Scientific classification
- Kingdom: Plantae
- Clade: Tracheophytes
- Clade: Angiosperms
- Clade: Monocots
- Order: Asparagales
- Family: Orchidaceae
- Subfamily: Epidendroideae
- Genus: Vanda
- Species: V. hindsii
- Binomial name: Vanda hindsii Lindl.
- Synonyms: Vanda truncata J.J.Sm.; Vanda whiteana D.A.Herb. & S.T.Blake;

= Vanda hindsii =

- Genus: Vanda
- Species: hindsii
- Authority: Lindl.
- Conservation status: VU
- Synonyms: Vanda truncata J.J.Sm., Vanda whiteana D.A.Herb. & S.T.Blake

Species of orchid

Vanda hindsii, commonly known as the native strap orchid or the Cape York vanda, is a large epiphytic or lithophytic clump-forming orchid. It has thick, white, cord-like roots, branching stems, many thick, leathery, strap-like leaves and between three and seven shiny brown flowers with greenish to yellow markings and a white labellum. This orchid occurs in New Guinea and tropical North Queensland.

== Description ==
Vanda hindsii is an epiphytic or lithophytic herb that forms large, coarse clumps with thick, white, cord-like roots and branching stems up to 1 m long. There are many thick, leathery, glossy, strap-like leaves 200-400 mm long and 30-40 mm wide arranged in two ranks along the stems. Between three and seven brown resupinate flowers with greenish to yellowish markings, 30-35 mm long and wide are arranged on a stiff flowering stem 100-200 mm long. The sepals are 14-16 mm long and 8-10 mm wide, the petals about the same length but narrower. The labellum is white, 12-14 mm long and 7-8 mm wide with three lobes. The side lobes are erect and curved and the middle lobe is about 7 mm long with a notched tip and a spur about 4 mm long. Flowering mainly occurs from November to March.

==Taxonomy and naming==
Vanda hindsii was first formally described in 1843 by John Lindley and the description was published in the London Journal of Botany from a specimen collected by Richard Brinsley Hinds. The specific epithet (hindsii) honours the collector of the type specimen.

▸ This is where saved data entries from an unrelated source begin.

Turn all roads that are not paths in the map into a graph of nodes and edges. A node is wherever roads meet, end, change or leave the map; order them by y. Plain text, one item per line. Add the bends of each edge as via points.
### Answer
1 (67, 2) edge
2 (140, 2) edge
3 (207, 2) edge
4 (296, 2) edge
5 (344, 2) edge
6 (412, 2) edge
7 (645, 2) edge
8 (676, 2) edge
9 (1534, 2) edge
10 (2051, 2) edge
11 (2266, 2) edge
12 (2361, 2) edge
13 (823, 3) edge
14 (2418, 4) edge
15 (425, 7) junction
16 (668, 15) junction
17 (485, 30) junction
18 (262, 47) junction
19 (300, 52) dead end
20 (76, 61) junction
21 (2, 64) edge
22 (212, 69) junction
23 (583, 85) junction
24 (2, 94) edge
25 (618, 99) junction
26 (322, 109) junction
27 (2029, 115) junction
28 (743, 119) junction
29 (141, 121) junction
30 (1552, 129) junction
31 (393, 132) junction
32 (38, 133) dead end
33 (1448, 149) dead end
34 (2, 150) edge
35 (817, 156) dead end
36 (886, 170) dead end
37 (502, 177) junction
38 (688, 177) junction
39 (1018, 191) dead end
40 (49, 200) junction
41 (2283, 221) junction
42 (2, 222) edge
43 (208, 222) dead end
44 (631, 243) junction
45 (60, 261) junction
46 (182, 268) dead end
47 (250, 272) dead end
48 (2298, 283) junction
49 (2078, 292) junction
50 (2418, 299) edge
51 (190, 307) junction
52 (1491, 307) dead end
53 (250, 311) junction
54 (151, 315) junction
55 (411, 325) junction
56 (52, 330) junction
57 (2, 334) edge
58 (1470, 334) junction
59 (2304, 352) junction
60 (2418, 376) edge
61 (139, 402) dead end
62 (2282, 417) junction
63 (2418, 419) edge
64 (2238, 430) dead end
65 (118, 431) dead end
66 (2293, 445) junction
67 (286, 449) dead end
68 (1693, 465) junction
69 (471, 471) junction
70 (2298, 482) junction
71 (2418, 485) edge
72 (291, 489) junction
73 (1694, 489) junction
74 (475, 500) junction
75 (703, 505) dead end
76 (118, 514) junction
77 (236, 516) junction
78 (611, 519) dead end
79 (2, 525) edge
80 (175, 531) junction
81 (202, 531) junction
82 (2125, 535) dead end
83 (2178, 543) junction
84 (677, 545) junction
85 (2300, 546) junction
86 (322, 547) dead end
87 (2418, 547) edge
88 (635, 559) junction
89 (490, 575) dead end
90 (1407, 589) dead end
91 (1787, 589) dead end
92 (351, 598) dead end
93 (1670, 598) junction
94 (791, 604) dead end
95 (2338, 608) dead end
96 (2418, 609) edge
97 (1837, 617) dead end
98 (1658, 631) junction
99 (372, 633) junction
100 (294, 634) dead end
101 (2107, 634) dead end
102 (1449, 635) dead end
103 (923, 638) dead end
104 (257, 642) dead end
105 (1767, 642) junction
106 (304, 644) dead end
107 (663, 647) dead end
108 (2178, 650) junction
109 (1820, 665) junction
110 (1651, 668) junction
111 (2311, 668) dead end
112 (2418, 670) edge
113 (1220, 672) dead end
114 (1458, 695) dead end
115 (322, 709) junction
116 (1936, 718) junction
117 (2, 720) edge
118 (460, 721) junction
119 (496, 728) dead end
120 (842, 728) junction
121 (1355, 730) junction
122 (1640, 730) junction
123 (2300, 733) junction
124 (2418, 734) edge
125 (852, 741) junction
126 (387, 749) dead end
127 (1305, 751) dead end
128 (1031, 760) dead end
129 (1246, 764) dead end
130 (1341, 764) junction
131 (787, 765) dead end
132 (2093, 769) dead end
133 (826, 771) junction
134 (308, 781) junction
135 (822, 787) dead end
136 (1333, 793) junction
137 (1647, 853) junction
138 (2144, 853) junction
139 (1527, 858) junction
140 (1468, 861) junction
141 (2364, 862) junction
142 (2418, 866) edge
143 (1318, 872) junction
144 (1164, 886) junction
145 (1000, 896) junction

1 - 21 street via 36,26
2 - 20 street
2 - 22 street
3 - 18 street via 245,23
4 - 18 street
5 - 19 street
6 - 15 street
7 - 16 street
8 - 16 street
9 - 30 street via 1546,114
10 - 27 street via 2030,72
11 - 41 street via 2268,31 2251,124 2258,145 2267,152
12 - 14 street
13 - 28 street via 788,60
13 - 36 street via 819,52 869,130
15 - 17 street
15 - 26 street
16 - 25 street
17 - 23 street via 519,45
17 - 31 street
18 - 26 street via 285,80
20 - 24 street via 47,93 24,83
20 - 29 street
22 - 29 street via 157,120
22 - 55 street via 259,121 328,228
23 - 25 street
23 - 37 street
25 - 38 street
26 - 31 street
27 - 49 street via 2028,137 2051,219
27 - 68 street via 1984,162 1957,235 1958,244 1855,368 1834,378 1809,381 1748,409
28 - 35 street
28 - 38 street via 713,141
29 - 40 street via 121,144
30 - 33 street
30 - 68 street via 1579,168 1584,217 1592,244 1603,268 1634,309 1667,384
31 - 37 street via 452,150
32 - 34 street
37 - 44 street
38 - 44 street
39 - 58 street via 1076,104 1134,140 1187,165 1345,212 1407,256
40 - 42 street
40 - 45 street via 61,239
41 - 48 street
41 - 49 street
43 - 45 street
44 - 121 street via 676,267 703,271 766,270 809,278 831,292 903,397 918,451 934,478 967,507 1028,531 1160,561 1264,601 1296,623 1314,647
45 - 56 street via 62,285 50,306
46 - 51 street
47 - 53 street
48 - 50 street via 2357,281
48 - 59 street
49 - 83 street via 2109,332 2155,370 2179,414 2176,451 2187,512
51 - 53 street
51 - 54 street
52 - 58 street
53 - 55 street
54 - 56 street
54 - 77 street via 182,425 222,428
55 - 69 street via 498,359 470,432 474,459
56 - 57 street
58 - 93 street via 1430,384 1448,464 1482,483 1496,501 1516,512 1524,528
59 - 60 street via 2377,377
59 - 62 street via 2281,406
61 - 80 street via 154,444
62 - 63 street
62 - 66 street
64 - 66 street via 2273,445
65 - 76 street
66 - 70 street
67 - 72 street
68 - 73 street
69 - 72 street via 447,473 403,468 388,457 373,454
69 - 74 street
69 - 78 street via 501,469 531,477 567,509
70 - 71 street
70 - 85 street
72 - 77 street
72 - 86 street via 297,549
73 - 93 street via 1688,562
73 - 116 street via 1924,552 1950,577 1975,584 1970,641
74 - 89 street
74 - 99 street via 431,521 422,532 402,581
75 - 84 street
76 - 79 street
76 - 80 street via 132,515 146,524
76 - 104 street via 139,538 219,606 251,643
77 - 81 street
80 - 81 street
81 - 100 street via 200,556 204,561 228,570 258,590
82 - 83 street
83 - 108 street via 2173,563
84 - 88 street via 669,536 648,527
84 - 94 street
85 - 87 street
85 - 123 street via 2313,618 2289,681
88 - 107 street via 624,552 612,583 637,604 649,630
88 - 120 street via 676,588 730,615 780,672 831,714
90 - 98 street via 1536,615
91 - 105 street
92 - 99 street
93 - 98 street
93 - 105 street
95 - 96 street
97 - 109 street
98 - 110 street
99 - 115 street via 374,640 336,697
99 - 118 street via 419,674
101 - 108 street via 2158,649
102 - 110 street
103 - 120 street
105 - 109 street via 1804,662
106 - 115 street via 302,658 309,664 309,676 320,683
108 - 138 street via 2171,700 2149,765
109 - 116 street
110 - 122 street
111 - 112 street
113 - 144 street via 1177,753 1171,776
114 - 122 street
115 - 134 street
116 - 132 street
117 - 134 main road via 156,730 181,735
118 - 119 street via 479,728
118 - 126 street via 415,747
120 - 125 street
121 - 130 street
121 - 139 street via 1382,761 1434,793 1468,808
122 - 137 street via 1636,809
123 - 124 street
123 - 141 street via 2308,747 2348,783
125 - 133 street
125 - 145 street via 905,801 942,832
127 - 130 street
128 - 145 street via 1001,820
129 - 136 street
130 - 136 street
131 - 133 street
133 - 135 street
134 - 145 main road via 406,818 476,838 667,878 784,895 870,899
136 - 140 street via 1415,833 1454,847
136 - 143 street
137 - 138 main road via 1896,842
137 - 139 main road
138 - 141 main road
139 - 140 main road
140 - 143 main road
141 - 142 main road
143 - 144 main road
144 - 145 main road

==Distribution and habitat==
The native strap orchid grows on trees and rocks in humid forests. It only occurs in New Guinea, the Solomon Islands and Queensland where it is found in the Carron Valley, Iron Range and McIlwraith Range.

==Conservation status==
The global assessment of the conservation status of this orchid in the IUCN Red List of Threatened Species is "least concern", but it is listed as "vulnerable" in Australia under the Australian Government Environment Protection and Biodiversity Conservation Act 1999 and the Queensland Government Nature Conservation Act 1992.